> **Exercise objective**: All of the data beneath this instruction is to be transcribed word for word.

> **Collected data**:
↓↓↓

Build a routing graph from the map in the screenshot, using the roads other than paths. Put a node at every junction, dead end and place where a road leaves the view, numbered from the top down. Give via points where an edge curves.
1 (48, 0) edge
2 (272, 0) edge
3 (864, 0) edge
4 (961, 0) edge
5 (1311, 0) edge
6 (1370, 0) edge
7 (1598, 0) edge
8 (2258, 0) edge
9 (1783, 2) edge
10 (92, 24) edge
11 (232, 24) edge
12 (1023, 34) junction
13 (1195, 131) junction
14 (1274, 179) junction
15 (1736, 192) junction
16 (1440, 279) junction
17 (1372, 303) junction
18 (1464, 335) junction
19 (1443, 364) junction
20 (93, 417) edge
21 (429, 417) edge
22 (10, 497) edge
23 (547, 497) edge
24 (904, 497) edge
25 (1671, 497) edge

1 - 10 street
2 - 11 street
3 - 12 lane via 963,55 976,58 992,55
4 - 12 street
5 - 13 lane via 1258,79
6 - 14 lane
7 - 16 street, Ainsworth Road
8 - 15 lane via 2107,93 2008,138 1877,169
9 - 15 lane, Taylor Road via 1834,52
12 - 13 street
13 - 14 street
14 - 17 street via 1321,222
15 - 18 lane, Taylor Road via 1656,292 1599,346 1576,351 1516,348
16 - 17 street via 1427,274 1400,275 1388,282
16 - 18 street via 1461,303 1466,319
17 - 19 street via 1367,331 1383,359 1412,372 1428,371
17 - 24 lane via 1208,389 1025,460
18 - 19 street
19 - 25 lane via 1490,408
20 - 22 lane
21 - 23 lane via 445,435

↑↑↑

> **Response area**:
Build a routing graph from the map in the screenshot, using the roads other than paths. Put a node at every junction, dead end and place where a road leaves the view, numbered from the top down. Give via points where an edge curves.
1 (48, 0) edge
2 (272, 0) edge
3 (864, 0) edge
4 (961, 0) edge
5 (1311, 0) edge
6 (1370, 0) edge
7 (1598, 0) edge
8 (2258, 0) edge
9 (1783, 2) edge
10 (92, 24) edge
11 (232, 24) edge
12 (1023, 34) junction
13 (1195, 131) junction
14 (1274, 179) junction
15 (1736, 192) junction
16 (1440, 279) junction
17 (1372, 303) junction
18 (1464, 335) junction
19 (1443, 364) junction
20 (93, 417) edge
21 (429, 417) edge
22 (10, 497) edge
23 (547, 497) edge
24 (904, 497) edge
25 (1671, 497) edge

1 - 10 street
2 - 11 street
3 - 12 lane via 963,55 976,58 992,55
4 - 12 street
5 - 13 lane via 1258,79
6 - 14 lane
7 - 16 street, Ainsworth Road
8 - 15 lane via 2107,93 2008,138 1877,169
9 - 15 lane, Taylor Road via 1834,52
12 - 13 street
13 - 14 street
14 - 17 street via 1321,222
15 - 18 lane, Taylor Road via 1656,292 1599,346 1576,351 1516,348
16 - 17 street via 1427,274 1400,275 1388,282
16 - 18 street via 1461,303 1466,319
17 - 19 street via 1367,331 1383,359 1412,372 1428,371
17 - 24 lane via 1208,389 1025,460
18 - 19 street
19 - 25 lane via 1490,408
20 - 22 lane
21 - 23 lane via 445,435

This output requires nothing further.